I've read/heard things about the Boy Scouts organization that make me a bit...uneasy. However, I don't want these things to cloud my judgement when I in fact, have no idea if what I've read/heard is even true - especially at our local level (we live in a very progressive city - I can't imagine that some of what I've heard would be tolerated by our community as a whole - but I don't really know!)


As an aside - his sister (5) also wants to join girl scouts - which I will allow her to do because I was one and know what it's all about. I don't think it's necessarily fair to tell him he can't be a boy scout (based on these things I've heard) but that she can be a girl scout - but at the same time.....


So.....what has your experience with scouts been? What is it all about? What can we expect if we allow him to sign up?
post #2 of 46
I can not say enough good things about it! Like you, I really was concerned because of the things I had heard. It was the last think I wanted my son to get involved in. but now that he has, I love it! The nice thing about it, is that siblings can be just as involved as the cub scout. My DD goes to everything with us. I ended up becoming a den leader because our group needed some organization. That has been a blast too!

If you do it, get involved by volunteering for something. That makes all the difference.

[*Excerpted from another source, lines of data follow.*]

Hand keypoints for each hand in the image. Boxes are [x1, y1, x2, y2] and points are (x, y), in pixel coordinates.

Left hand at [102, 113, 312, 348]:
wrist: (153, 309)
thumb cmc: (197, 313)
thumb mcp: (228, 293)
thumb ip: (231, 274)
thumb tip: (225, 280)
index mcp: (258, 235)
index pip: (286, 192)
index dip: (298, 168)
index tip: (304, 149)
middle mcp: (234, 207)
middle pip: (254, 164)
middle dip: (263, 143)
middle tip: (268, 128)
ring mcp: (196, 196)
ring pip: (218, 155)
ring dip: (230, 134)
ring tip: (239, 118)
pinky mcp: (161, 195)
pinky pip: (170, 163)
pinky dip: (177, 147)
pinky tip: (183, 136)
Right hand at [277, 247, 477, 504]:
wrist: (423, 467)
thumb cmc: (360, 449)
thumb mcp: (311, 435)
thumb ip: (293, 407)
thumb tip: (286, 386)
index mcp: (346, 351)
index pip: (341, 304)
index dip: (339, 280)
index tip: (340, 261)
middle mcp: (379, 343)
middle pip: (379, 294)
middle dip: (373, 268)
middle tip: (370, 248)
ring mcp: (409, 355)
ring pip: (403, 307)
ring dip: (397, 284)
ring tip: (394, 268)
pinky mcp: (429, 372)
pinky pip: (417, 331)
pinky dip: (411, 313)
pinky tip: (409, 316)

Some of the activities that we do with the scouts are things that I NEVER would have done on my own. We help set up beds for the homeless at a PADS shelter, we do elderly home sings/gifts at Christmas, we do environmental stuff, and we do lots of fun stuff (bike rides, camp outs, roller skating, skiing, pinewood derby builds, etc).

The camping has been the best! My son literally cried leaving our last campout because he didn't want to go home. He had so much fun running around in the rain and the dark with a bunch of boys playing games, fishing, gathering firewood, etc.

And it is really cheap. They make most of their money during popcorn time and then it is used to help fund all the activities that the pack does.

Every pack is different so find one that fits your values and what you are looking for. Ours is really small and that makes a difference because every opinion counts and is heard.
post #3 of 46
My experience has been pretty much the same as MtBikeLover’s.

I don’t have a ton of time right now but I did want to add really quickly that before we signed up I had these preconceived notions about how cub scouts was going to be because of what I have read. I was so hesitant to even check it out but my son was SO in need of making some friends that I just went for it, and I was pleasantly surprised that it was just about the opposite of what I had heard.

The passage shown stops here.